> _WHAT YOU NEED TO DO_
Look through the records below, and copy out every line that holds the string "other".

> _INPUT MATERIAL_
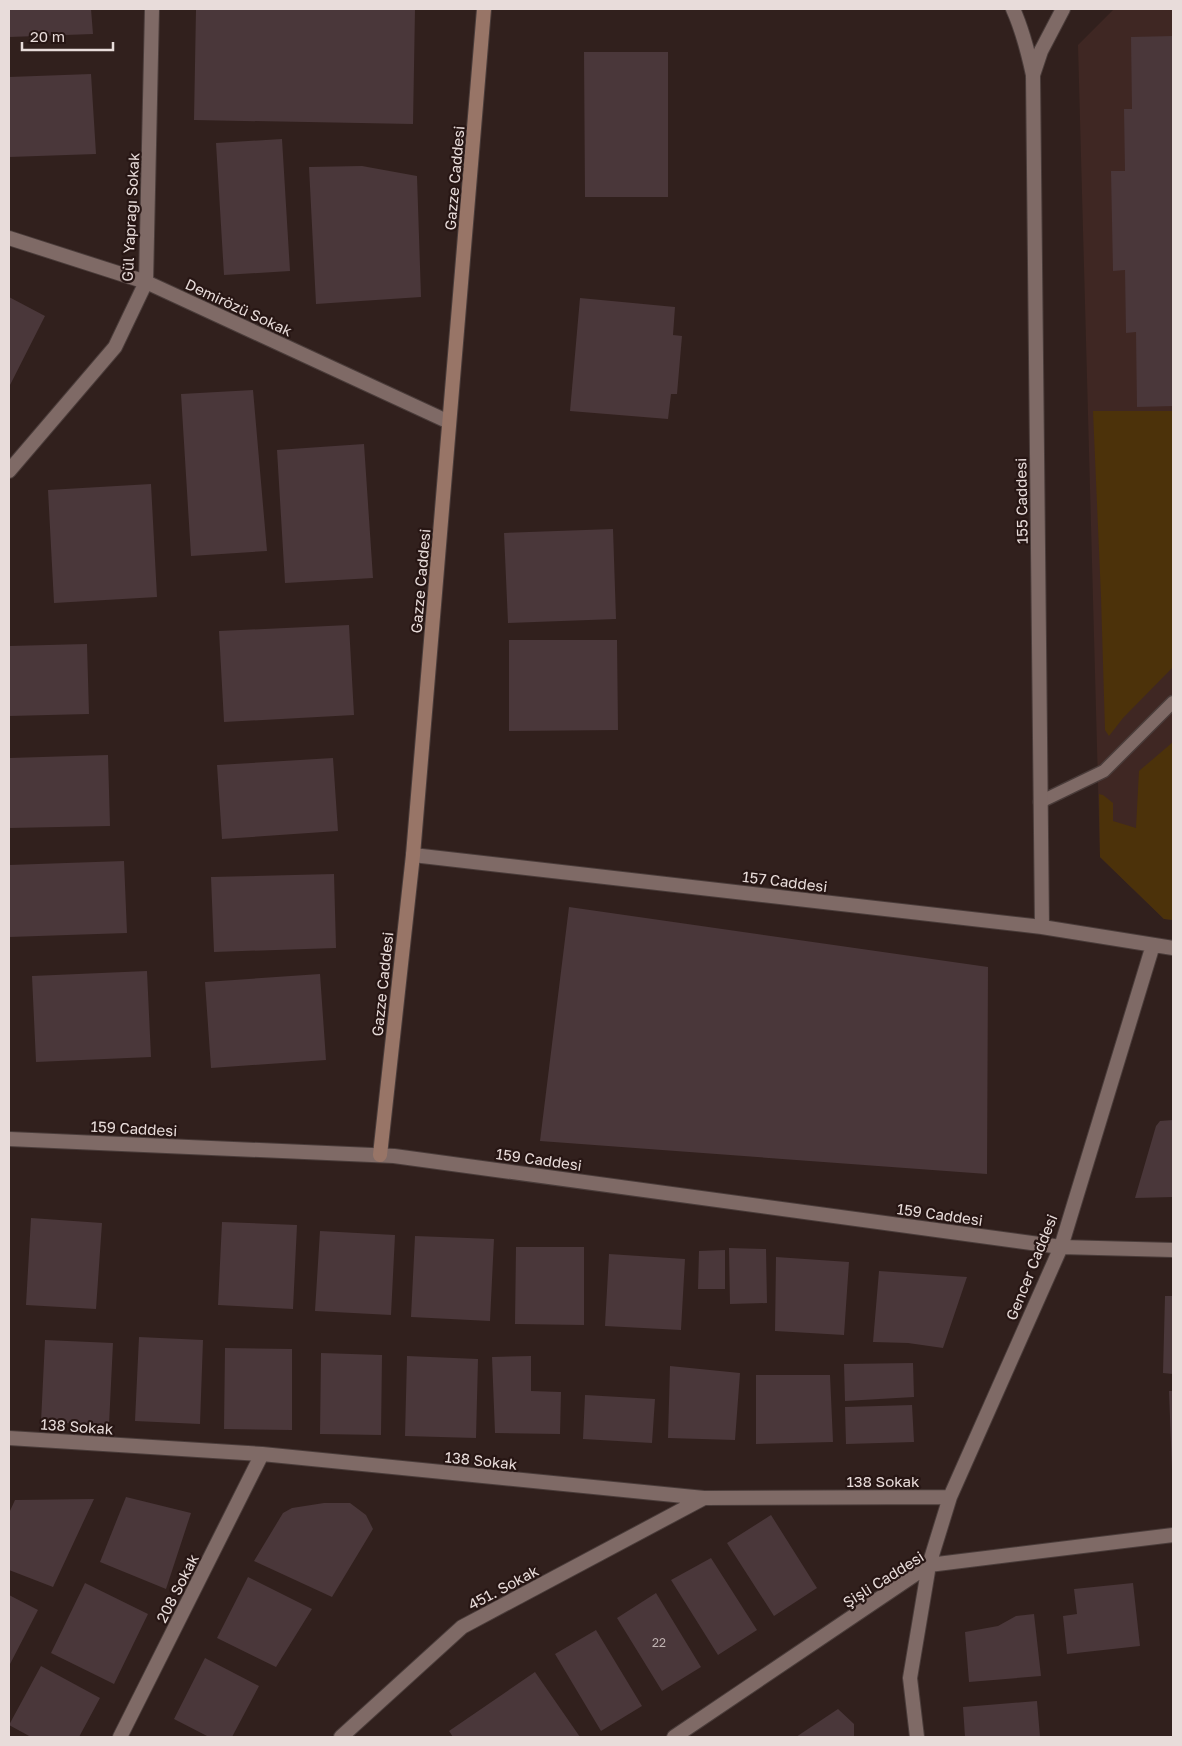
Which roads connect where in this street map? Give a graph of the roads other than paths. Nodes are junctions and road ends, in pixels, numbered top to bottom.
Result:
1 (152, 9) edge
2 (484, 9) edge
3 (1013, 9) edge
4 (1063, 9) edge
5 (1033, 76) junction
6 (9, 238) edge
7 (146, 282) junction
8 (449, 422) junction
9 (9, 471) edge
10 (1173, 702) edge
11 (1040, 802) junction
12 (413, 855) junction
13 (1042, 927) junction
14 (1153, 946) junction
15 (1173, 948) edge
16 (9, 1139) edge
17 (380, 1156) junction
18 (1061, 1246) junction
19 (1173, 1250) edge
20 (9, 1438) edge
21 (262, 1454) junction
22 (950, 1497) junction
23 (704, 1498) junction
24 (1173, 1535) edge
25 (929, 1566) junction
26 (120, 1737) edge
27 (341, 1737) edge
28 (674, 1737) edge
29 (917, 1737) edge

1 - 7 street, Gül Yaprağı Sokak
2 - 8 main road, Gazze Caddesi
3 - 5 street, 155 Caddesi
4 - 5 street, 155 Caddesi
5 - 11 street, 155 Caddesi
6 - 7 street, Demirözü Sokak
7 - 8 street, Demirözü Sokak
7 - 9 street, Gül Yaprağı Sokak
8 - 12 main road, Gazze Caddesi
10 - 11 lane
11 - 13 street, 155 Caddesi
12 - 13 street, 157 Caddesi
12 - 17 main road, Gazze Caddesi
13 - 14 street, 157 Caddesi
14 - 15 street, 157 Caddesi
14 - 18 street, Gencer Caddesi
16 - 17 street, 159 Caddesi
17 - 18 street, 159 Caddesi
18 - 19 street, 159 Caddesi
18 - 22 street, Gencer Caddesi
20 - 21 street, 138 Sokak
21 - 23 street, 138 Sokak
21 - 26 street, 208 Sokak
22 - 23 street, 138 Sokak
22 - 25 street, Gencer Caddesi
23 - 27 street, 451. Sokak
24 - 25 street, Şişli Caddesi
25 - 28 street, Şişli Caddesi
25 - 29 street, Gencer Caddesi

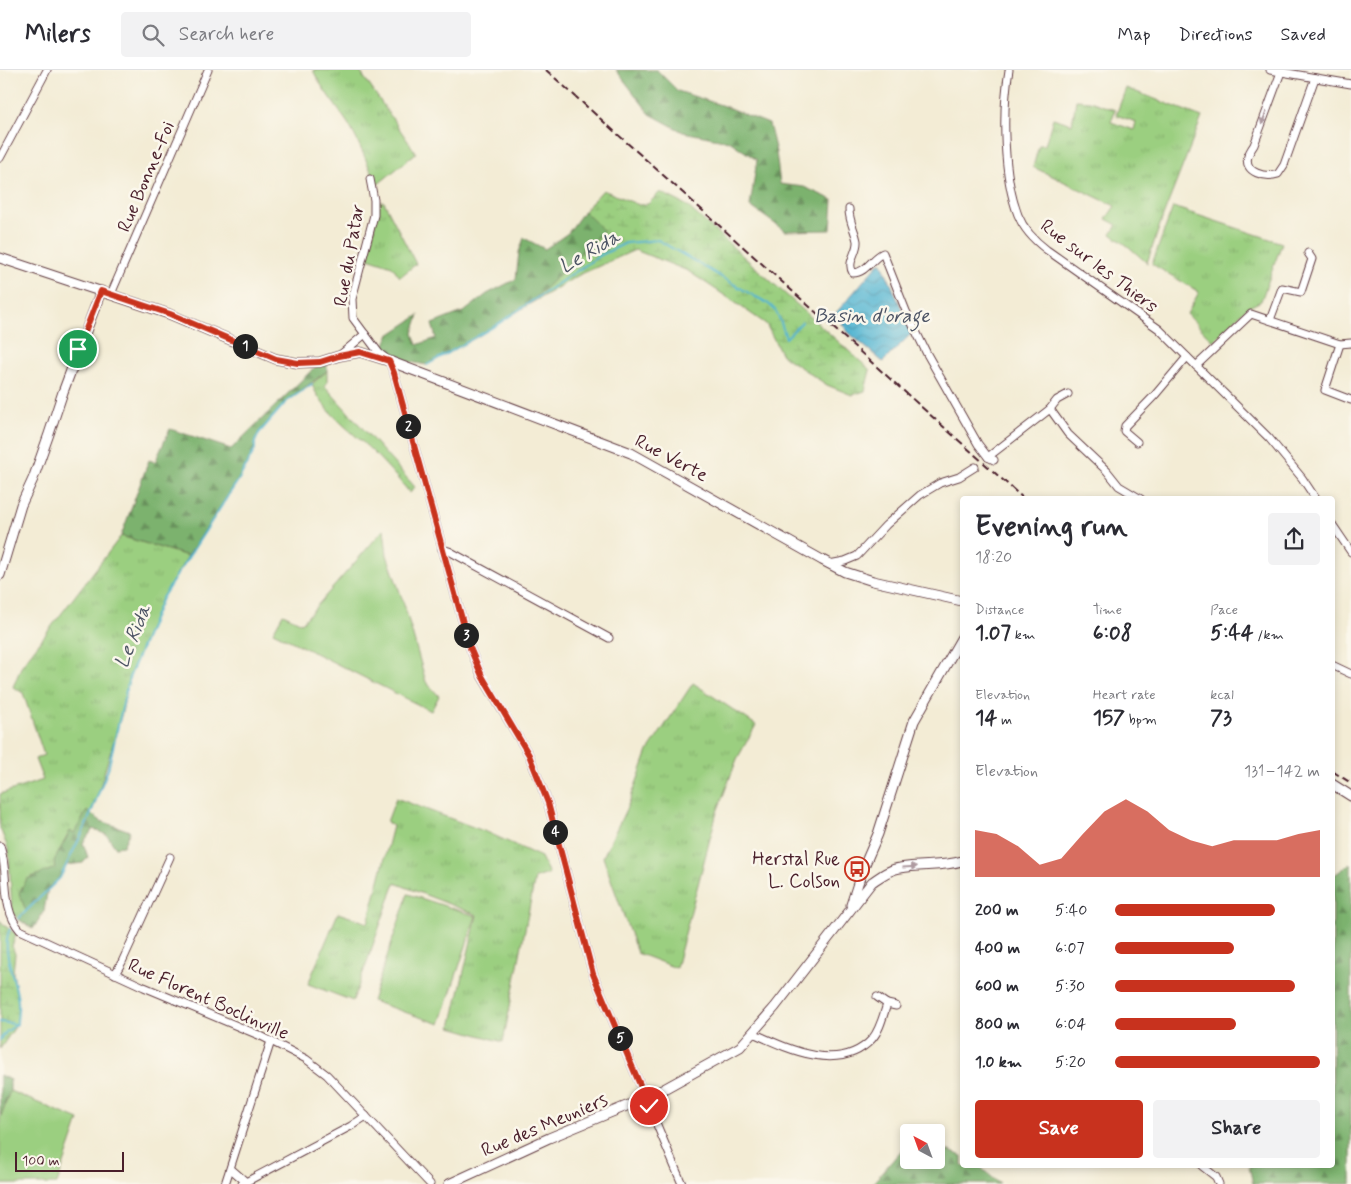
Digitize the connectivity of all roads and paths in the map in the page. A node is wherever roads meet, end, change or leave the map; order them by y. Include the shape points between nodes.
1 (46, 70) edge
2 (208, 70) edge
3 (1009, 70) edge
4 (1270, 70) edge
5 (1281, 72) junction
6 (1315, 78) junction
7 (1351, 84) edge
8 (0, 158) edge
9 (370, 178) dead end
10 (849, 209) dead end
11 (1308, 253) dead end
12 (0, 258) edge
13 (101, 291) junction
14 (111, 294) junction
15 (1270, 320) junction
16 (365, 334) junction
17 (1351, 343) edge
18 (1340, 344) junction
19 (339, 356) junction
20 (1187, 357) junction
21 (389, 361) junction
22 (1196, 366) junction
23 (1068, 394) dead end
24 (1351, 400) edge
25 (1050, 409) junction
26 (1137, 442) dead end
27 (976, 467) dead end
28 (1136, 496) edge
29 (1314, 496) edge
30 (1335, 528) edge
31 (442, 550) junction
32 (1351, 552) edge
33 (829, 564) junction
34 (0, 576) edge
35 (960, 601) edge
36 (609, 638) dead end
37 (960, 640) edge
38 (1335, 666) edge
39 (1351, 674) edge
40 (1335, 786) edge
41 (1351, 796) edge
42 (0, 846) edge
43 (170, 857) dead end
44 (960, 861) edge
45 (862, 872) junction
46 (872, 882) junction
47 (850, 910) junction
48 (115, 974) junction
49 (877, 997) dead end
50 (887, 1004) junction
51 (896, 1006) dead end
52 (753, 1033) junction
53 (271, 1041) junction
54 (646, 1098) junction
55 (366, 1116) junction
56 (231, 1168) junction
57 (1205, 1168) edge
58 (244, 1183) edge
59 (225, 1184) edge
60 (430, 1184) edge
61 (449, 1184) edge
62 (682, 1184) edge
63 (1218, 1184) edge

1 - 8 street
2 - 14 street, Rue Bonne-Foi
3 - 20 street, Rue sur les Thiers via 1004,109 1008,168 1018,216 1024,226 1032,238 1159,329
4 - 5 street
5 - 6 street
5 -> 6 street via 1248,156 1252,171 1267,177 1278,174 1284,165
6 - 7 street
9 - 16 street, Rue du Patar via 374,215 352,299 353,318
10 - 25 street via 849,220 857,242 851,270 860,272 883,253 927,354 978,444 991,458
11 - 15 street via 1312,259 1301,292 1282,288
12 - 13 street
13 - 14 street
13 - 34 street via 21,505
14 - 19 street via 178,317 276,359 320,362
15 - 18 street
15 - 22 street via 1251,314
16 - 19 street
16 - 21 street, Rue du Patar
17 - 18 street
18 - 24 street via 1325,390
19 - 21 street, Rue Verte via 360,352
20 - 22 street, Rue sur les Thiers
20 - 26 street via 1125,426 1124,431
21 - 31 street
21 - 33 street, Rue Verte via 631,453
22 - 29 street, Rue sur les Thiers via 1269,438
23 - 25 street
25 - 28 street via 1068,434 1119,486
27 - 33 street via 920,495 858,556
30 - 32 street
31 - 36 street
31 - 54 street via 470,648 482,676 526,746 548,803 593,974
33 - 35 street, Rue Verte via 873,581
37 - 45 street via 914,720 878,834
38 - 39 street
40 - 41 street
42 - 48 street, Rue Florent Boclinville via 4,857 5,907 13,924
43 - 48 street
46 -> 44 street via 899,868
45 - 46 street
45 - 47 street
46 - 47 street, Rue des Meuniers
47 - 52 street, Rue des Meuniers
48 - 53 street, Rue Florent Boclinville
49 - 50 street
50 - 51 street
50 - 52 street via 872,1039 857,1052 842,1057 812,1054
52 - 54 street, Rue des Meuniers via 740,1046
53 - 55 street, Rue Florent Boclinville via 306,1059 327,1075
53 - 56 street
54 - 61 street, Rue des Meuniers
54 - 62 street
55 - 58 street
55 - 60 street, Rue Florent Boclinville
56 - 58 street
56 - 59 street
57 - 63 street via 1216,1177

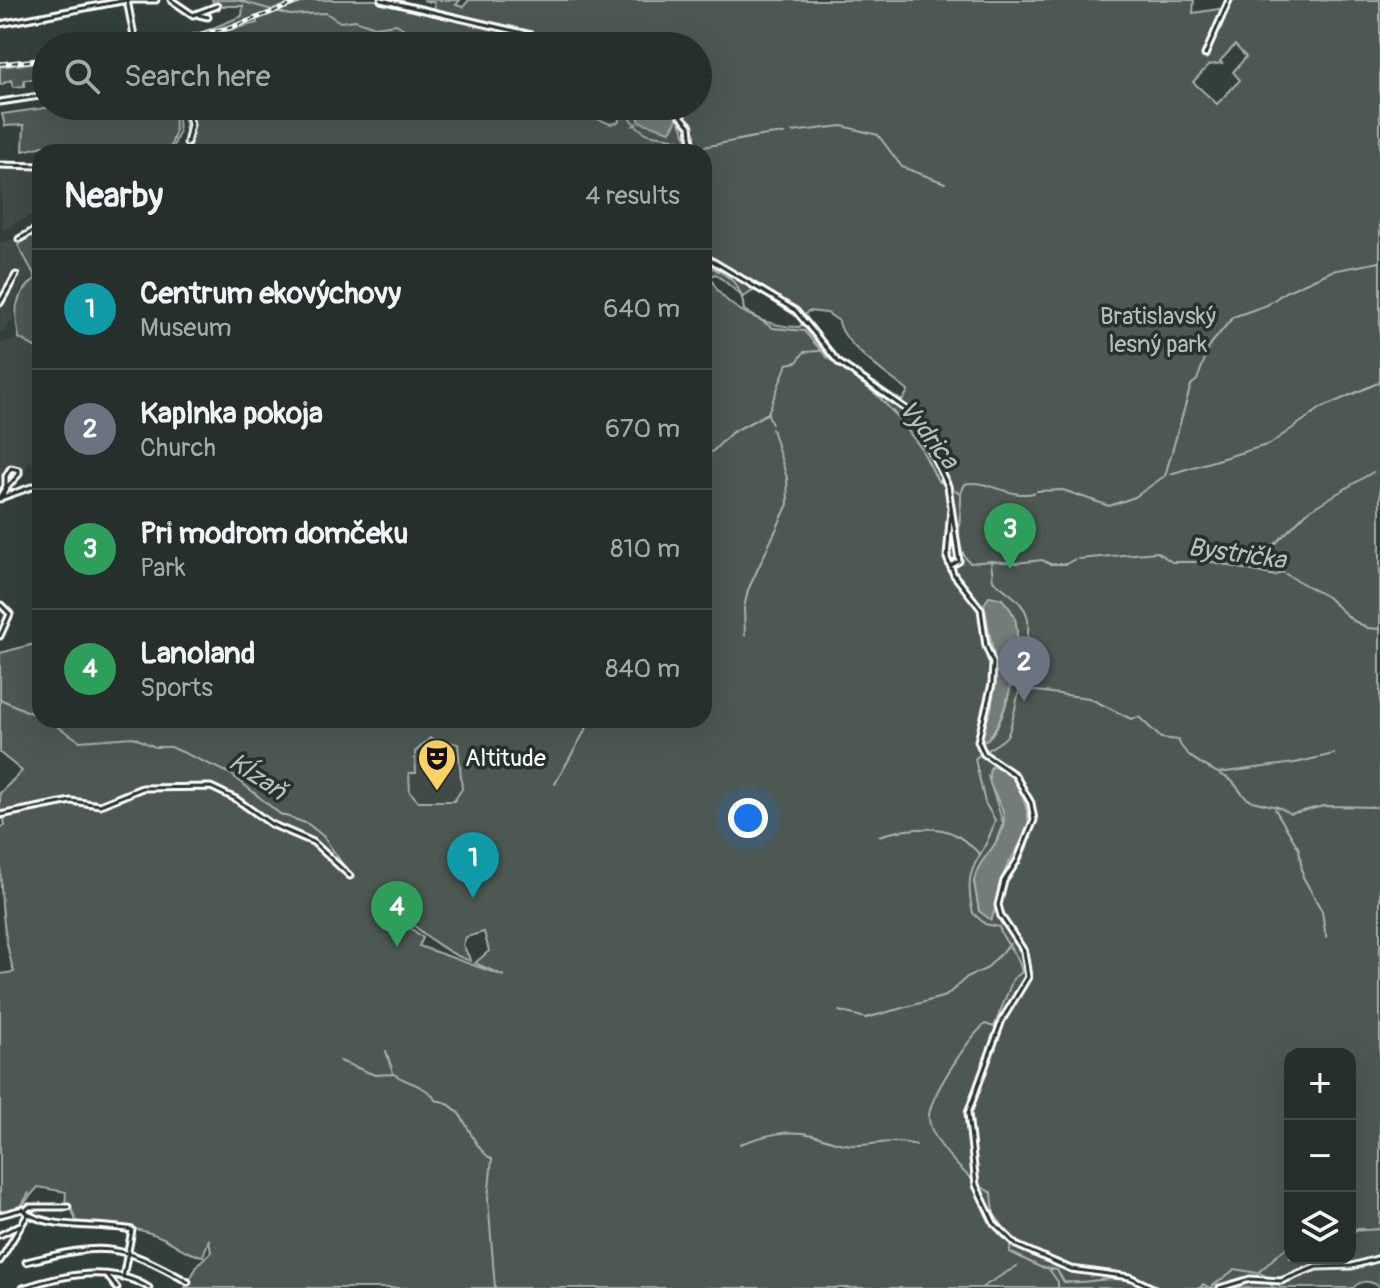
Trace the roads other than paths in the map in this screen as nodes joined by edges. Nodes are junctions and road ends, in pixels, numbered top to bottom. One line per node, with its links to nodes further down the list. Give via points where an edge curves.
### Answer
1 (128, 0): 2 (street); 9 (street); 10 (street)
2 (156, 0)
3 (171, 0): 7 (street)
4 (381, 0): 11 (street)
5 (1229, 0): 12 (street)
6 (217, 6): 7 (street)
7 (199, 15): 8 (street)
8 (208, 17)
9 (0, 24)
10 (134, 32)
11 (519, 32)
12 (1205, 55)
13 (32, 97): 14 (street)
14 (0, 102)
15 (190, 120): 17 (street)
16 (685, 120): 18 (street)
17 (187, 143)
18 (692, 144)
19 (0, 165): 20 (street)
20 (32, 166)
21 (32, 232): 22 (street)
22 (19, 239)
23 (712, 261): 29 (street, via 796,311 838,362 910,411 948,488)
24 (16, 275): 25 (street)
25 (0, 303)
26 (32, 487): 28 (street)
27 (6, 488): 27 (street, via 16,479 19,470 11,468); 28 (street)
28 (0, 499)
29 (951, 508): 30 (street, via 946,544); 30 (street, via 959,561)
30 (950, 566): 52 (street, via 981,609 993,663 990,695 978,729 983,752 1015,775 1034,820 998,905 1024,951 1028,977 1002,1020 968,1113 975,1179 994,1223 1010,1241 1071,1269 1130,1277)
31 (1, 605): 32 (street, via 10,614)
32 (0, 636)
33 (0, 815): 34 (street, via 71,801 100,805 133,789 211,787 271,824 313,842)
34 (350, 876)
35 (68, 1207): 36 (street, via 29,1207)
36 (27, 1212): 37 (street); 38 (street); 42 (street, via 133,1233)
37 (0, 1215)
38 (23, 1223): 39 (street); 40 (street)
39 (0, 1235)
40 (7, 1247): 41 (street); 44 (street)
41 (0, 1251)
42 (129, 1254): 45 (street, via 84,1247); 47 (street); 48 (street, via 143,1256)
43 (1380, 1258): 53 (street, via 1352,1266 1316,1267 1281,1281 1245,1280)
44 (0, 1261)
45 (26, 1262)
46 (106, 1274): 47 (street); 49 (street); 50 (street)
47 (123, 1278): 51 (street)
48 (188, 1282)
49 (23, 1288)
50 (117, 1288)
51 (149, 1288)
52 (1153, 1288)
53 (1220, 1288)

> _EXPECTED ANSWER_
Which roads connect where in this street map? Give a graph of the roads other than paths. Nodes are junctions and road ends, in pixels, numbered top to bottom.
Trace the roads other than paths in the map in this screen as nodes joined by edges. Nodes are junctions and road ends, in pixels, numbered top to bottom. One line per node, with its links to nodes further down the list. Give via points where an edge curves.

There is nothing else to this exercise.